HOW TO COMPLETE THIS TASK
Your answer must be the full listing, repeated word for word.

----

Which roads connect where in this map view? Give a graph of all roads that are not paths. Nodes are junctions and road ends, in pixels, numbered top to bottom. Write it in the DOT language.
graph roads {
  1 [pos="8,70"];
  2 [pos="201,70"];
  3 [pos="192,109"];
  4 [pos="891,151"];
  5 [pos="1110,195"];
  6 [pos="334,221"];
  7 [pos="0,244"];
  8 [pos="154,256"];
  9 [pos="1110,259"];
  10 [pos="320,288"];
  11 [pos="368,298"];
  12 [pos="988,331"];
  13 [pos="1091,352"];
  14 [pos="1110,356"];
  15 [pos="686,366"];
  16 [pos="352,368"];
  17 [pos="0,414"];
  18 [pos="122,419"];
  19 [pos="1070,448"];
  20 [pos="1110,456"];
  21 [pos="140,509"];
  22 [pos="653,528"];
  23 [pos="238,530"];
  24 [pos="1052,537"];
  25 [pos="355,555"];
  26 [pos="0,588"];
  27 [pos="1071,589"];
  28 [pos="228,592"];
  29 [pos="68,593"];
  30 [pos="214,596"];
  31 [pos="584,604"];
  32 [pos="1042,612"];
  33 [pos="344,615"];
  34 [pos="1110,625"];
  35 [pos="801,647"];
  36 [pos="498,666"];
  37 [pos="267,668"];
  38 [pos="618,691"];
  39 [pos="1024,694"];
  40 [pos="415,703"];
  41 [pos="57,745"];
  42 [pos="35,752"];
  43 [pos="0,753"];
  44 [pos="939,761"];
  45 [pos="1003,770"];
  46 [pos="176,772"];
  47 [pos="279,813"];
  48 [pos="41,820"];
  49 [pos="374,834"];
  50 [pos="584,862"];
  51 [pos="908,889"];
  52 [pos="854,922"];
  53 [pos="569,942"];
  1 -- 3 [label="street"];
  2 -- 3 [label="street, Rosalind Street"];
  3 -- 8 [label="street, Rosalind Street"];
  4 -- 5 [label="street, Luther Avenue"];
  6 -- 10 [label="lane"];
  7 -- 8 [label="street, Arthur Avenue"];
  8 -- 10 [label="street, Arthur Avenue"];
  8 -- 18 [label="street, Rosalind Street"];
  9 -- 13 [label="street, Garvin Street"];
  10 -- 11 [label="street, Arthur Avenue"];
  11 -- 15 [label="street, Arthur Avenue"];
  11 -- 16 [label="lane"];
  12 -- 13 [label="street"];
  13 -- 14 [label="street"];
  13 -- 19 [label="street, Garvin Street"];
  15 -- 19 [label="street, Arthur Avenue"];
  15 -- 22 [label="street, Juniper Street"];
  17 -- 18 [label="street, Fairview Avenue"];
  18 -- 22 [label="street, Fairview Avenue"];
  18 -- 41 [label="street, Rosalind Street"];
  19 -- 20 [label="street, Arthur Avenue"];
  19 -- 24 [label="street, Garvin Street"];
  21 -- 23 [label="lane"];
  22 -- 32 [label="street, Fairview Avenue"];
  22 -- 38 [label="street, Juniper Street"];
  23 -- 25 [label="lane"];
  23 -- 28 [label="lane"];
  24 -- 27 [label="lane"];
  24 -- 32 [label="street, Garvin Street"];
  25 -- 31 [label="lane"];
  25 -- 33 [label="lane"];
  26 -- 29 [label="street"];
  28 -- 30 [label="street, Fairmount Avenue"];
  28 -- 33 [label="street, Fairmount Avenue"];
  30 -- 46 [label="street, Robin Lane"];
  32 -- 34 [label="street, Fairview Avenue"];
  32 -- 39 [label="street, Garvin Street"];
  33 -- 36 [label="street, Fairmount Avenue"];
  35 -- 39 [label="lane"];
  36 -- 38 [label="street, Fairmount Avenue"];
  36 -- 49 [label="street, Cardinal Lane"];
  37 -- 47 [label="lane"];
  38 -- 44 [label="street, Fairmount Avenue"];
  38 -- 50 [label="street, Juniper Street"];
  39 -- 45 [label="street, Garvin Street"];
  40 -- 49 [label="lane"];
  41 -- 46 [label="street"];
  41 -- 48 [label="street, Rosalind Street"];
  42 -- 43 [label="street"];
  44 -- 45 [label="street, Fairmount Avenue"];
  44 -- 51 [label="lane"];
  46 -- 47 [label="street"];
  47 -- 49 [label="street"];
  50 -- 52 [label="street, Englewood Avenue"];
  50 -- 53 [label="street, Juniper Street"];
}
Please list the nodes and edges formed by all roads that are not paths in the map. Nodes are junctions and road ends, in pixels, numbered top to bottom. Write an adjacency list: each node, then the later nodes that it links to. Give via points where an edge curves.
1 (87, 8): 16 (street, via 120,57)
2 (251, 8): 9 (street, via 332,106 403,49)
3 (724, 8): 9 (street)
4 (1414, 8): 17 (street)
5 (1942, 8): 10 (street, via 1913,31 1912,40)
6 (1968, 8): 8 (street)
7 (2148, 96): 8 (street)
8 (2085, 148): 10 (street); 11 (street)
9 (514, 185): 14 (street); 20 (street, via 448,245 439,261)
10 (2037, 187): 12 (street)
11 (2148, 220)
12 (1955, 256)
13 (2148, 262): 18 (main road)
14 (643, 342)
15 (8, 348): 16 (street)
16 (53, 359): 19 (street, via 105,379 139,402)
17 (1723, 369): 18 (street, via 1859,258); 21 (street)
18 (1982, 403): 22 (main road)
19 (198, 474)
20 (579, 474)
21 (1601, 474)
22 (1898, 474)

----

ANSWER AREA
Which roads connect where in this map view? Give a graph of all roads that are not paths. Nodes are junctions and road ends, in pixels, numbered top to bottom. Write it in the DOT language.
graph roads {
  1 [pos="8,70"];
  2 [pos="201,70"];
  3 [pos="192,109"];
  4 [pos="891,151"];
  5 [pos="1110,195"];
  6 [pos="334,221"];
  7 [pos="0,244"];
  8 [pos="154,256"];
  9 [pos="1110,259"];
  10 [pos="320,288"];
  11 [pos="368,298"];
  12 [pos="988,331"];
  13 [pos="1091,352"];
  14 [pos="1110,356"];
  15 [pos="686,366"];
  16 [pos="352,368"];
  17 [pos="0,414"];
  18 [pos="122,419"];
  19 [pos="1070,448"];
  20 [pos="1110,456"];
  21 [pos="140,509"];
  22 [pos="653,528"];
  23 [pos="238,530"];
  24 [pos="1052,537"];
  25 [pos="355,555"];
  26 [pos="0,588"];
  27 [pos="1071,589"];
  28 [pos="228,592"];
  29 [pos="68,593"];
  30 [pos="214,596"];
  31 [pos="584,604"];
  32 [pos="1042,612"];
  33 [pos="344,615"];
  34 [pos="1110,625"];
  35 [pos="801,647"];
  36 [pos="498,666"];
  37 [pos="267,668"];
  38 [pos="618,691"];
  39 [pos="1024,694"];
  40 [pos="415,703"];
  41 [pos="57,745"];
  42 [pos="35,752"];
  43 [pos="0,753"];
  44 [pos="939,761"];
  45 [pos="1003,770"];
  46 [pos="176,772"];
  47 [pos="279,813"];
  48 [pos="41,820"];
  49 [pos="374,834"];
  50 [pos="584,862"];
  51 [pos="908,889"];
  52 [pos="854,922"];
  53 [pos="569,942"];
  1 -- 3 [label="street"];
  2 -- 3 [label="street, Rosalind Street"];
  3 -- 8 [label="street, Rosalind Street"];
  4 -- 5 [label="street, Luther Avenue"];
  6 -- 10 [label="lane"];
  7 -- 8 [label="street, Arthur Avenue"];
  8 -- 10 [label="street, Arthur Avenue"];
  8 -- 18 [label="street, Rosalind Street"];
  9 -- 13 [label="street, Garvin Street"];
  10 -- 11 [label="street, Arthur Avenue"];
  11 -- 15 [label="street, Arthur Avenue"];
  11 -- 16 [label="lane"];
  12 -- 13 [label="street"];
  13 -- 14 [label="street"];
  13 -- 19 [label="street, Garvin Street"];
  15 -- 19 [label="street, Arthur Avenue"];
  15 -- 22 [label="street, Juniper Street"];
  17 -- 18 [label="street, Fairview Avenue"];
  18 -- 22 [label="street, Fairview Avenue"];
  18 -- 41 [label="street, Rosalind Street"];
  19 -- 20 [label="street, Arthur Avenue"];
  19 -- 24 [label="street, Garvin Street"];
  21 -- 23 [label="lane"];
  22 -- 32 [label="street, Fairview Avenue"];
  22 -- 38 [label="street, Juniper Street"];
  23 -- 25 [label="lane"];
  23 -- 28 [label="lane"];
  24 -- 27 [label="lane"];
  24 -- 32 [label="street, Garvin Street"];
  25 -- 31 [label="lane"];
  25 -- 33 [label="lane"];
  26 -- 29 [label="street"];
  28 -- 30 [label="street, Fairmount Avenue"];
  28 -- 33 [label="street, Fairmount Avenue"];
  30 -- 46 [label="street, Robin Lane"];
  32 -- 34 [label="street, Fairview Avenue"];
  32 -- 39 [label="street, Garvin Street"];
  33 -- 36 [label="street, Fairmount Avenue"];
  35 -- 39 [label="lane"];
  36 -- 38 [label="street, Fairmount Avenue"];
  36 -- 49 [label="street, Cardinal Lane"];
  37 -- 47 [label="lane"];
  38 -- 44 [label="street, Fairmount Avenue"];
  38 -- 50 [label="street, Juniper Street"];
  39 -- 45 [label="street, Garvin Street"];
  40 -- 49 [label="lane"];
  41 -- 46 [label="street"];
  41 -- 48 [label="street, Rosalind Street"];
  42 -- 43 [label="street"];
  44 -- 45 [label="street, Fairmount Avenue"];
  44 -- 51 [label="lane"];
  46 -- 47 [label="street"];
  47 -- 49 [label="street"];
  50 -- 52 [label="street, Englewood Avenue"];
  50 -- 53 [label="street, Juniper Street"];
}
Please list the nodes and edges formed by all roads that are not paths in the map. Nodes are junctions and road ends, in pixels, numbered top to bottom. Write an adjacency list: each node, then the later nodes that it links to. Give via points where an edge curves.
1 (87, 8): 16 (street, via 120,57)
2 (251, 8): 9 (street, via 332,106 403,49)
3 (724, 8): 9 (street)
4 (1414, 8): 17 (street)
5 (1942, 8): 10 (street, via 1913,31 1912,40)
6 (1968, 8): 8 (street)
7 (2148, 96): 8 (street)
8 (2085, 148): 10 (street); 11 (street)
9 (514, 185): 14 (street); 20 (street, via 448,245 439,261)
10 (2037, 187): 12 (street)
11 (2148, 220)
12 (1955, 256)
13 (2148, 262): 18 (main road)
14 (643, 342)
15 (8, 348): 16 (street)
16 (53, 359): 19 (street, via 105,379 139,402)
17 (1723, 369): 18 (street, via 1859,258); 21 (street)
18 (1982, 403): 22 (main road)
19 (198, 474)
20 (579, 474)
21 (1601, 474)
22 (1898, 474)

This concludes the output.